It also occurs to me, however, that if you were in the habit of or aspire to buy high-end wine, now might also be a great time to get on top winery mailing lists.

The most sought after wines in America are sold almost exclusively to their mailing list customers. Getting on these lists is an exercise in patience and determination, as there is often a long waiting list before you get on the list itself, which gives you the option of buying the wine.

Here's how these lists work. The longer you are on the list, the more wine you are offered to buy. But in order to stay on the list, as well as to get the opportunity to buy more wine (or to buy the specific wine you want) you generally have to buy the wines that are offered to you. The more you buy, the more you are offered next time, and the more chance you have to buy what you really want.

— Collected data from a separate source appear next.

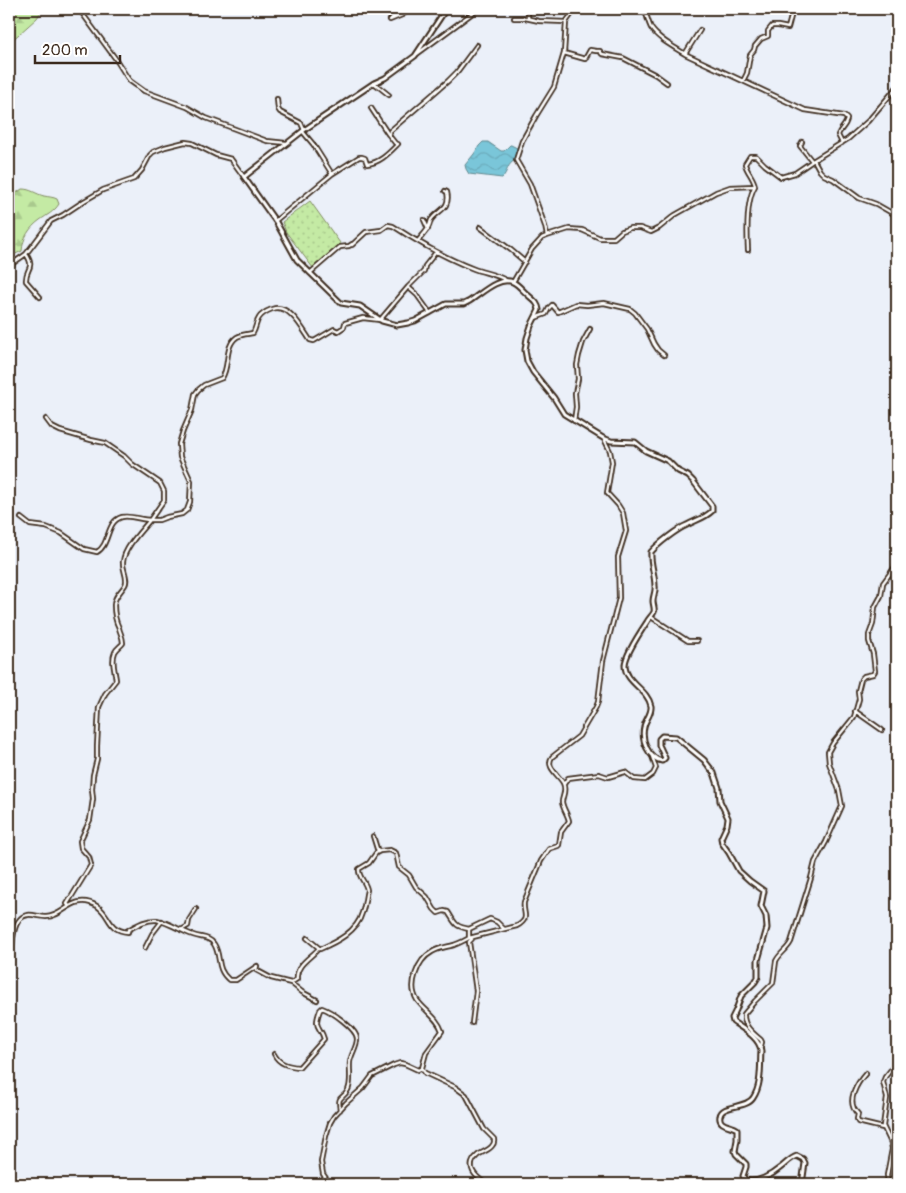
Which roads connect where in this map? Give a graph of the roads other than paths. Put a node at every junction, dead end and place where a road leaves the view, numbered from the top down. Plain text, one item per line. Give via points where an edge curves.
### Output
1 (79, 9) edge
2 (400, 9) edge
3 (410, 9) edge
4 (478, 9) edge
5 (526, 9) edge
6 (571, 9) edge
7 (644, 9) edge
8 (793, 9) edge
9 (444, 10) edge
10 (514, 18) dead end
11 (528, 18) junction
12 (566, 22) junction
13 (700, 30) dead end
14 (476, 45) dead end
15 (564, 53) junction
16 (685, 54) junction
17 (415, 56) junction
18 (743, 81) junction
19 (374, 82) junction
20 (667, 82) dead end
21 (897, 87) edge
22 (389, 95) dead end
23 (277, 99) dead end
24 (371, 108) dead end
25 (303, 131) junction
26 (388, 134) junction
27 (289, 142) junction
28 (802, 142) dead end
29 (842, 143) junction
30 (813, 161) junction
31 (332, 174) junction
32 (244, 177) junction
33 (755, 186) junction
34 (445, 191) dead end
35 (897, 216) edge
36 (275, 220) junction
37 (424, 220) dead end
38 (480, 227) dead end
39 (428, 229) junction
40 (547, 236) junction
41 (418, 241) junction
42 (748, 250) dead end
43 (436, 252) junction
44 (26, 254) junction
45 (525, 262) junction
46 (9, 266) edge
47 (310, 273) junction
48 (507, 281) junction
49 (513, 282) junction
50 (408, 287) junction
51 (40, 297) dead end
52 (430, 313) junction
53 (535, 318) junction
54 (380, 320) junction
55 (590, 329) dead end
56 (664, 355) dead end
57 (46, 419) dead end
58 (574, 421) junction
59 (603, 438) junction
60 (21, 518) dead end
61 (150, 520) junction
62 (897, 564) edge
63 (651, 617) junction
64 (697, 640) dead end
65 (855, 711) junction
66 (882, 730) dead end
67 (652, 756) junction
68 (564, 784) junction
69 (373, 836) dead end
70 (378, 852) junction
71 (69, 906) junction
72 (196, 909) dead end
73 (162, 921) junction
74 (504, 929) junction
75 (181, 930) junction
76 (469, 930) junction
77 (480, 935) junction
78 (307, 938) dead end
79 (469, 938) junction
80 (145, 948) dead end
81 (320, 949) junction
82 (9, 964) edge
83 (291, 983) junction
84 (317, 1000) dead end
85 (472, 1023) dead end
86 (761, 1046) junction
87 (274, 1054) dead end
88 (897, 1062) edge
89 (422, 1069) junction
90 (866, 1073) dead end
91 (340, 1110) junction
92 (883, 1128) junction
93 (897, 1140) edge
94 (891, 1143) junction
95 (157, 1184) edge
96 (204, 1184) edge
97 (330, 1184) edge
98 (486, 1184) edge
99 (802, 1184) edge
100 (888, 1184) edge

1 - 27 street via 127,78 144,91 267,141
2 - 3 street via 390,20
4 - 17 street
5 - 11 street
6 - 12 street
7 - 16 street via 655,33
8 - 18 street via 788,28 772,26 768,36 755,44
9 - 17 street
10 - 11 street
11 - 12 street
12 - 15 street
13 - 16 street
14 - 26 street via 457,72
15 - 20 street via 585,59 590,50 600,51 623,58
15 - 40 street via 554,87 522,141 516,160 530,184
16 - 18 street
17 - 19 street via 385,78
18 - 29 street via 805,110 844,116 846,123 838,135
19 - 22 street
19 - 25 street
21 - 29 street via 860,129
23 - 25 street via 280,112 301,123
24 - 26 street
25 - 27 street
25 - 31 street
26 - 31 street via 398,144 385,156 367,164 360,156
27 - 32 street
28 - 30 street via 800,146
29 - 30 street
30 - 33 street via 793,174 781,177 756,156 750,156 745,164
30 - 35 street via 822,174 859,198
31 - 36 street
32 - 36 street
32 - 44 street via 230,158 192,143 165,147 150,155 134,179 103,190 51,221
33 - 40 street via 730,187 716,192 651,232 630,228 614,238 600,238 572,229
33 - 42 street via 747,222
34 - 39 street via 448,197 445,206 432,218
36 - 47 street via 297,260
37 - 39 street
38 - 45 street
39 - 41 street
40 - 45 street via 538,242
41 - 43 street
41 - 47 street via 388,225 381,230 366,232 352,245 340,247
43 - 48 street
43 - 50 street
44 - 46 street
44 - 51 street via 30,263 26,281
45 - 49 street
47 - 54 street via 341,303 360,306
48 - 49 street
48 - 52 street via 492,286 466,303 446,304
49 - 53 street via 537,302 539,310
50 - 52 street
50 - 54 street
52 - 54 street via 401,324
53 - 56 street via 546,314 552,305 558,312 576,304 606,303 630,309
53 - 58 street via 527,338 527,361 564,414
54 - 61 street via 363,318 345,323 338,331 314,341 285,309 276,308 264,313 253,333 238,336 232,342 222,378 204,385 196,394 178,444 191,481 187,511
55 - 58 street via 580,350
57 - 61 street via 60,431 106,443 160,483 164,488 164,500
58 - 59 street
59 - 63 street via 635,442 668,461 688,476 712,506 709,514 684,526 651,552 655,588
59 - 68 street via 612,462 607,493 623,513 626,530 617,558 619,598 603,661 596,707 577,739 550,760
60 - 61 street via 30,525 61,533 84,549 96,552 102,549 112,525 119,518
61 - 71 street via 123,559 126,581 114,606 123,643 115,654 116,680 98,709 93,799 90,820 80,841 91,865 66,904
62 - 65 street via 884,581 882,596 875,607 874,624 868,638 876,670 861,679
63 - 64 street via 688,641
63 - 67 street via 628,654 625,666 628,675 650,703 644,743
65 - 66 street
65 - 86 street via 828,752 842,808 816,860 791,942 776,961 773,983 743,1017 746,1026 761,1040
67 - 68 street via 656,768 645,780 637,780 623,772 608,777 599,774 568,778
67 - 86 street via 664,760 659,738 676,737 708,764 717,780 720,802 728,818 722,843 739,871 764,891 761,906 767,928 758,960 758,977 741,996 732,1018
68 - 74 street via 562,802 569,821 559,845 549,849 541,861 523,905 525,920
69 - 70 street
70 - 76 street via 396,853 399,866 436,911 448,912 455,925
70 - 81 street via 359,869 367,890 360,919 336,942
71 - 73 street via 90,903 104,912 113,927 128,932 152,919
71 - 82 street via 50,916 22,918 16,928
72 - 75 street via 188,926
73 - 75 street
73 - 80 street
74 - 76 street via 490,919
74 - 77 street
75 - 83 street via 212,941 220,968 229,980 236,980 256,966 256,970 265,975
76 - 79 street
77 - 79 street
77 - 85 street via 469,942 476,991
78 - 81 street
79 - 89 street via 432,951 415,974 416,999 442,1031 426,1053
81 - 83 street via 300,968 297,979
83 - 84 street
86 - 99 street via 754,1097 746,1104 728,1108 720,1115 720,1121 737,1129 735,1151 746,1164 743,1176 746,1180 755,1181 771,1174 798,1156 805,1165
87 - 91 street via 280,1063 298,1067 324,1039 317,1023 320,1010 325,1009 338,1018 357,1039 350,1060 349,1088 340,1099
88 - 92 street via 883,1081 886,1098
89 - 91 street via 398,1063 378,1072
89 - 98 street via 466,1095 484,1130 493,1138 492,1146 478,1156 473,1165 474,1175
90 - 92 street via 854,1090 857,1119 858,1122
91 - 97 street via 330,1124 321,1158 322,1171
92 - 94 street
93 - 94 street
94 - 100 street
95 - 96 street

But if you fail to buy your allocation, you slip in the rankings, or sometimes are even booted off the list entirely. Then someone from below you gets offered your wine, and then someone below them moves up, and so on and so forth until you get to the bottom of the list and, presto, someone gets on from the waiting list.

Getting the opportunity to buy highly allocated wines off of a mailing list can take ages. However, because moving through the waiting list onto the main list generally happens only when people fail to buy their allocations, the chances are much better in times when people aren't buying so much expensive wine.

Which, of course, would be right about now.

I'm guessing that there will be more people than usual deciding to skip their biannual purchase of big ticket wines (which assuredly have not dropped in price), which will mean that lots of people will be getting the opportunity to buy that haven't had that opportunity before.

Of course, for the really sought-after wines, it's not people that sign up now that will be getting to buy wine, it's people that signed up a year ago, or two years ago, or in some cases 5 years ago.

But if buying such wines is your thing, you'll move along the list a lot faster, I'm betting, if your name is on it right about now.

If you take my advice and jump on a list and get access to some fabulous wine, feel free to send me a bottle.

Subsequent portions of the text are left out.